EXERCISE BRIEF ▸ Report every line below that carries the word "turn".

INFORMATION GIVEN ▸
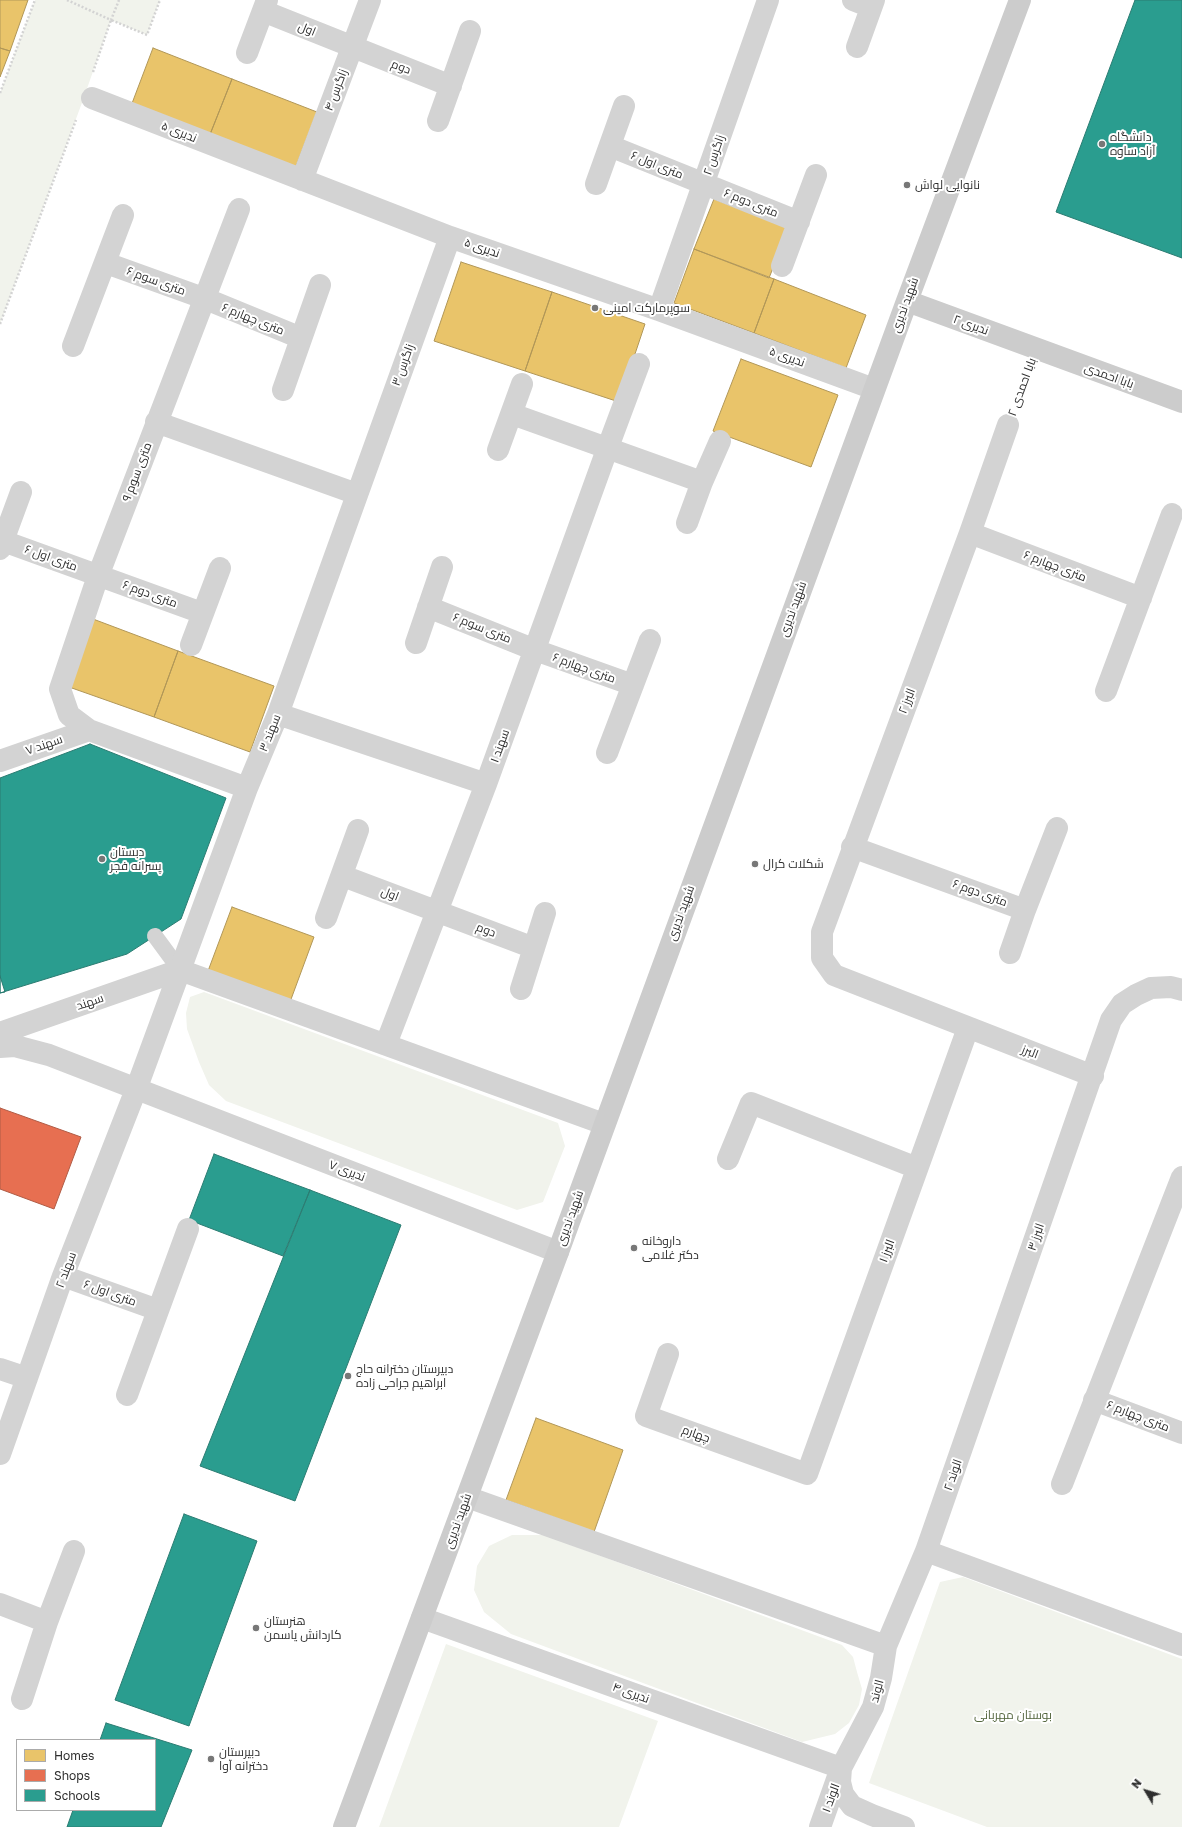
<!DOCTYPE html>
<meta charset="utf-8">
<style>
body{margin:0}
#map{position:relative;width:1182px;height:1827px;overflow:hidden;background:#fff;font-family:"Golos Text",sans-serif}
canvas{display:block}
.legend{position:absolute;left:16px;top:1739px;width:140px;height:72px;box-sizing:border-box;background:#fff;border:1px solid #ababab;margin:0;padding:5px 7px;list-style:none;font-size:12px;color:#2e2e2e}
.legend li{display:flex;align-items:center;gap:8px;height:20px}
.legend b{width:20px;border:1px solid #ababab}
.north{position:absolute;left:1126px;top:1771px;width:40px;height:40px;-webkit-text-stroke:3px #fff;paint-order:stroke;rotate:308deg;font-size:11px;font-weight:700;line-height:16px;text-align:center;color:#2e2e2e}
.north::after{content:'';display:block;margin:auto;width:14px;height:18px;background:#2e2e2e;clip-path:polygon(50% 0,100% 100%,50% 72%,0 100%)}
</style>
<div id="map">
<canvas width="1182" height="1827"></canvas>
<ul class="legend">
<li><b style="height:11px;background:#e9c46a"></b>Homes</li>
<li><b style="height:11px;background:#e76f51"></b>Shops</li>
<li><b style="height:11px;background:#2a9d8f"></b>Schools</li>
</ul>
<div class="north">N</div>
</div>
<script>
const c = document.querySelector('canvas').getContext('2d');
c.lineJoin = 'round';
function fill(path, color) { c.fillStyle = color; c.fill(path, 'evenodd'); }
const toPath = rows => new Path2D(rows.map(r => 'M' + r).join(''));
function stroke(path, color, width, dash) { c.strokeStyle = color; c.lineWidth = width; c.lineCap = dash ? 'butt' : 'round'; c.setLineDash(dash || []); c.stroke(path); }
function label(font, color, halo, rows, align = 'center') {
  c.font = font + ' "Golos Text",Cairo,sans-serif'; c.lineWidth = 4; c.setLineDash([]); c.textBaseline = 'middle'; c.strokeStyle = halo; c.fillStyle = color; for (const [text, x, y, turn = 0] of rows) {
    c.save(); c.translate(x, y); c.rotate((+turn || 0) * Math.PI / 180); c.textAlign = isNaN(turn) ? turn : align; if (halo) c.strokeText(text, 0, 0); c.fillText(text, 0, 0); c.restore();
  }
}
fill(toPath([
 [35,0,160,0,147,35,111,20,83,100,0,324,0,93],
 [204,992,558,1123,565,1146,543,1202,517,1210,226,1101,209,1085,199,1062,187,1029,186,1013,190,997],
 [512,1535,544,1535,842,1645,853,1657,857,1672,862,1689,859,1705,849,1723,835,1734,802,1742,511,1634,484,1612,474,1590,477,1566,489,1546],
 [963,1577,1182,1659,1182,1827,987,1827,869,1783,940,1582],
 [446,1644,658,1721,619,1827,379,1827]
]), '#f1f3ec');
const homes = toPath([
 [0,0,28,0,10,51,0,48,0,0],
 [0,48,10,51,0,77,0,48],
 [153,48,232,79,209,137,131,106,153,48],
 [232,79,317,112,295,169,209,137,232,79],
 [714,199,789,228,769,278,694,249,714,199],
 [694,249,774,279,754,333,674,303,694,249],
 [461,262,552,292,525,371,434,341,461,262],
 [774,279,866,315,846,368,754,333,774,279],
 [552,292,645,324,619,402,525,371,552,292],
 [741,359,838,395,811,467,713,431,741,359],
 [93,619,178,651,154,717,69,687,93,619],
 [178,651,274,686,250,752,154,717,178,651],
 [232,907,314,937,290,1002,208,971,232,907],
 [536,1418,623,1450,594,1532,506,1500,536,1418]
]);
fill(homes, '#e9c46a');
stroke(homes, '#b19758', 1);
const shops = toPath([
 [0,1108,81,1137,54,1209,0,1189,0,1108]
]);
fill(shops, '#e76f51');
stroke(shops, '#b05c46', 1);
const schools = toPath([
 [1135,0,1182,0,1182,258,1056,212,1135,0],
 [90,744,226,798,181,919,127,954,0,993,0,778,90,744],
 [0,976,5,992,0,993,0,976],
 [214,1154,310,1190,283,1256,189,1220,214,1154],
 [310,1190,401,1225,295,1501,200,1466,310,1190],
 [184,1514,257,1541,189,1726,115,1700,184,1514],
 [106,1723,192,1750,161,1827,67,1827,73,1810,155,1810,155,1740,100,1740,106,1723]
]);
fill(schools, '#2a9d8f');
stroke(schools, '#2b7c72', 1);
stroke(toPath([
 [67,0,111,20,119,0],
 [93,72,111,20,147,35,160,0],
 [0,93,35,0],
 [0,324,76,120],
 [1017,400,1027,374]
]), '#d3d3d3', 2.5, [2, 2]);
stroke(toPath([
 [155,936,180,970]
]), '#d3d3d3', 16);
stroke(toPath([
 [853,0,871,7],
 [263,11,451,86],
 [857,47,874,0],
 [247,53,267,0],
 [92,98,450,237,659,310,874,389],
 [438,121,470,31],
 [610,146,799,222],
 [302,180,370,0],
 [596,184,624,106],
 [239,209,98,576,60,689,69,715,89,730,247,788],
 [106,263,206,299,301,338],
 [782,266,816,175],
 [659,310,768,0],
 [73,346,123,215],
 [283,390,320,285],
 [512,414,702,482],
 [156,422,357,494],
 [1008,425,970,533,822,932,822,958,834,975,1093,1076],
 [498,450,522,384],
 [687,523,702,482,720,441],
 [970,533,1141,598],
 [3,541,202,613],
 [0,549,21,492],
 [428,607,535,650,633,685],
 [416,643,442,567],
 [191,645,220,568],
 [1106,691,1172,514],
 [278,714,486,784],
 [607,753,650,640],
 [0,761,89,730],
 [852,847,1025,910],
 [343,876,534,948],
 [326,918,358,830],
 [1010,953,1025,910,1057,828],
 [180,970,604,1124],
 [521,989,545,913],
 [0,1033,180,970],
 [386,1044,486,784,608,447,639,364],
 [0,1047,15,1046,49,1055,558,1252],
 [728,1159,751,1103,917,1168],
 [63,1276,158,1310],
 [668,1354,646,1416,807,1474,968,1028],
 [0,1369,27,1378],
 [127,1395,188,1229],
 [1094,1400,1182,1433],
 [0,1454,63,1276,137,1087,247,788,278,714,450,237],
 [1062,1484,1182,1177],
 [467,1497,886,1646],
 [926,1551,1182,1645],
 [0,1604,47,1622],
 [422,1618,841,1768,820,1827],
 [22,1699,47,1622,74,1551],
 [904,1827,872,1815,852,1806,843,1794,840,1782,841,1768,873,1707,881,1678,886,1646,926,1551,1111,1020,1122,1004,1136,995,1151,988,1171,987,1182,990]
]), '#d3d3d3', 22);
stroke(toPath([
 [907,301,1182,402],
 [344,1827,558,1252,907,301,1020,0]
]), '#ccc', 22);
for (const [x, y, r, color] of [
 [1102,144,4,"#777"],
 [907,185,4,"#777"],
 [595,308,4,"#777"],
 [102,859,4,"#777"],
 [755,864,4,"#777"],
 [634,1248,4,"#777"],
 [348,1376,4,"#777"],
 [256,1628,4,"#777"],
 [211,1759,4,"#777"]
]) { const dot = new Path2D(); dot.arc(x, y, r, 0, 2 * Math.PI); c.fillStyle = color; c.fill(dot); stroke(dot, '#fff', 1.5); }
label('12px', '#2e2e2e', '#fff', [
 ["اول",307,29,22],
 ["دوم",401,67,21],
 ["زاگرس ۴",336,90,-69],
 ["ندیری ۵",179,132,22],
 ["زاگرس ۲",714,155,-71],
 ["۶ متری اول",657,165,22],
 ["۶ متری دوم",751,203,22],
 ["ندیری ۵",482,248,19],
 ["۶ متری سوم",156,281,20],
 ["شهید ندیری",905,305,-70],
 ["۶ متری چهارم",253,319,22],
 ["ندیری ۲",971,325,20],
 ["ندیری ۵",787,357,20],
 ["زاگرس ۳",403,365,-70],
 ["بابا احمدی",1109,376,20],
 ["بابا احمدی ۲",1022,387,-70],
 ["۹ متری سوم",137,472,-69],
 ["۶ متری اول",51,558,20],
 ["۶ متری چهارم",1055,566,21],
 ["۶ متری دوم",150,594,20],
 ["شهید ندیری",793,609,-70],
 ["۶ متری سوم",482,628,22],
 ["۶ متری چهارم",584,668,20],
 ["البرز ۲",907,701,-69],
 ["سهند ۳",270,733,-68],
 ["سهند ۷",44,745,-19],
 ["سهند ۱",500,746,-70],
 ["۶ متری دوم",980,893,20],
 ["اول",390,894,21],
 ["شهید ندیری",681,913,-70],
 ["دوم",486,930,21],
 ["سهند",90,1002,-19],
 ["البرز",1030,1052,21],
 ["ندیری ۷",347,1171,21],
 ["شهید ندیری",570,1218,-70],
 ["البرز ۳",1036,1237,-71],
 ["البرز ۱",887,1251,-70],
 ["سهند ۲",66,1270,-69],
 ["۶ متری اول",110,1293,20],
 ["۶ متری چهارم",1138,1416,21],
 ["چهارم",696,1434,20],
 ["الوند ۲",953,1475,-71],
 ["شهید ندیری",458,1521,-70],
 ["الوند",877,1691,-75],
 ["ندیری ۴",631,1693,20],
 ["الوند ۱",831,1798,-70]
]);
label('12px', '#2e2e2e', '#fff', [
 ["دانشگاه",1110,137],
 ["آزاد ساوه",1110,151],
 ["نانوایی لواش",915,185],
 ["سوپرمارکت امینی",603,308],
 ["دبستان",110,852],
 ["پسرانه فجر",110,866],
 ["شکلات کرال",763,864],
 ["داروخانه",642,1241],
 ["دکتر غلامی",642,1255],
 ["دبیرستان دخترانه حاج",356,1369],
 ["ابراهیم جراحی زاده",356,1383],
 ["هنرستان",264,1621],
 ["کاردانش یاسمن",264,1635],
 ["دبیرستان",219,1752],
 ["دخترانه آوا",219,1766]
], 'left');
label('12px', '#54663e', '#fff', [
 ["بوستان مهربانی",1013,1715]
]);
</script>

EXERCISE SOLUTION ▸
  c.font = font + ' "Golos Text",Cairo,sans-serif'; c.lineWidth = 4; c.setLineDash([]); c.textBaseline = 'middle'; c.strokeStyle = halo; c.fillStyle = color; for (const [text, x, y, turn = 0] of rows) {
    c.save(); c.translate(x, y); c.rotate((+turn || 0) * Math.PI / 180); c.textAlign = isNaN(turn) ? turn : align; if (halo) c.strokeText(text, 0, 0); c.fillText(text, 0, 0); c.restore();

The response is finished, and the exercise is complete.